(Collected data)
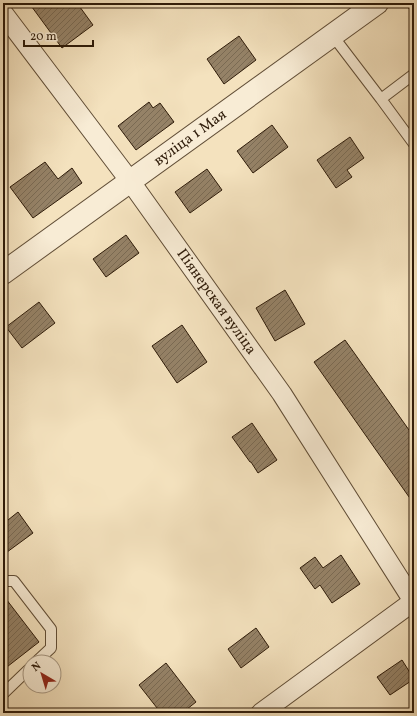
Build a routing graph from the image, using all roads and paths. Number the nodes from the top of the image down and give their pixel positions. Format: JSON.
{"nodes":[{"id":1,"x":378,"y":3,"type":"edge"},
{"id":2,"x":412,"y":3,"type":"edge"},
{"id":3,"x":414,"y":6,"type":"edge"},
{"id":4,"x":3,"y":13,"type":"edge"},
{"id":5,"x":333,"y":36,"type":"junction"},
{"id":6,"x":414,"y":74,"type":"edge"},
{"id":7,"x":380,"y":99,"type":"junction"},
{"id":8,"x":414,"y":144,"type":"edge"},
{"id":9,"x":130,"y":181,"type":"junction"},
{"id":10,"x":3,"y":273,"type":"edge"},
{"id":11,"x":3,"y":580,"type":"edge"},
{"id":12,"x":414,"y":601,"type":"edge"},
{"id":13,"x":45,"y":654,"type":"edge"},
{"id":14,"x":22,"y":676,"type":"edge"},
{"id":15,"x":3,"y":694,"type":"edge"},
{"id":16,"x":261,"y":713,"type":"edge"}],
"edges":[{"from":1,"to":5,"type":"street","name":"вуліца 1 Мая"},
{"from":2,"to":3,"type":"lane"},
{"from":4,"to":9,"type":"street","name":"Піянерская вуліца"},
{"from":5,"to":7,"type":"lane"},
{"from":5,"to":9,"type":"street","name":"вуліца 1 Мая"},
{"from":6,"to":7,"type":"lane"},
{"from":7,"to":8,"type":"lane"},
{"from":9,"to":10,"type":"street","name":"вуліца 1 Мая"},
{"from":9,"to":12,"type":"street","name":"Піянерская вуліца"},
{"from":11,"to":13,"type":"lane"},
{"from":12,"to":16,"type":"street"},
{"from":14,"to":15,"type":"lane"}]}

→ TO DO
All of the data gets printed again exactly; the pictures do not.

→ COMPLETED TASK
Build a routing graph from the image, using all roads and paths. Number the nodes from the top of the image down and give their pixel positions. Format: JSON.
{"nodes":[{"id":1,"x":378,"y":3,"type":"edge"},
{"id":2,"x":412,"y":3,"type":"edge"},
{"id":3,"x":414,"y":6,"type":"edge"},
{"id":4,"x":3,"y":13,"type":"edge"},
{"id":5,"x":333,"y":36,"type":"junction"},
{"id":6,"x":414,"y":74,"type":"edge"},
{"id":7,"x":380,"y":99,"type":"junction"},
{"id":8,"x":414,"y":144,"type":"edge"},
{"id":9,"x":130,"y":181,"type":"junction"},
{"id":10,"x":3,"y":273,"type":"edge"},
{"id":11,"x":3,"y":580,"type":"edge"},
{"id":12,"x":414,"y":601,"type":"edge"},
{"id":13,"x":45,"y":654,"type":"edge"},
{"id":14,"x":22,"y":676,"type":"edge"},
{"id":15,"x":3,"y":694,"type":"edge"},
{"id":16,"x":261,"y":713,"type":"edge"}],
"edges":[{"from":1,"to":5,"type":"street","name":"вуліца 1 Мая"},
{"from":2,"to":3,"type":"lane"},
{"from":4,"to":9,"type":"street","name":"Піянерская вуліца"},
{"from":5,"to":7,"type":"lane"},
{"from":5,"to":9,"type":"street","name":"вуліца 1 Мая"},
{"from":6,"to":7,"type":"lane"},
{"from":7,"to":8,"type":"lane"},
{"from":9,"to":10,"type":"street","name":"вуліца 1 Мая"},
{"from":9,"to":12,"type":"street","name":"Піянерская вуліца"},
{"from":11,"to":13,"type":"lane"},
{"from":12,"to":16,"type":"street"},
{"from":14,"to":15,"type":"lane"}]}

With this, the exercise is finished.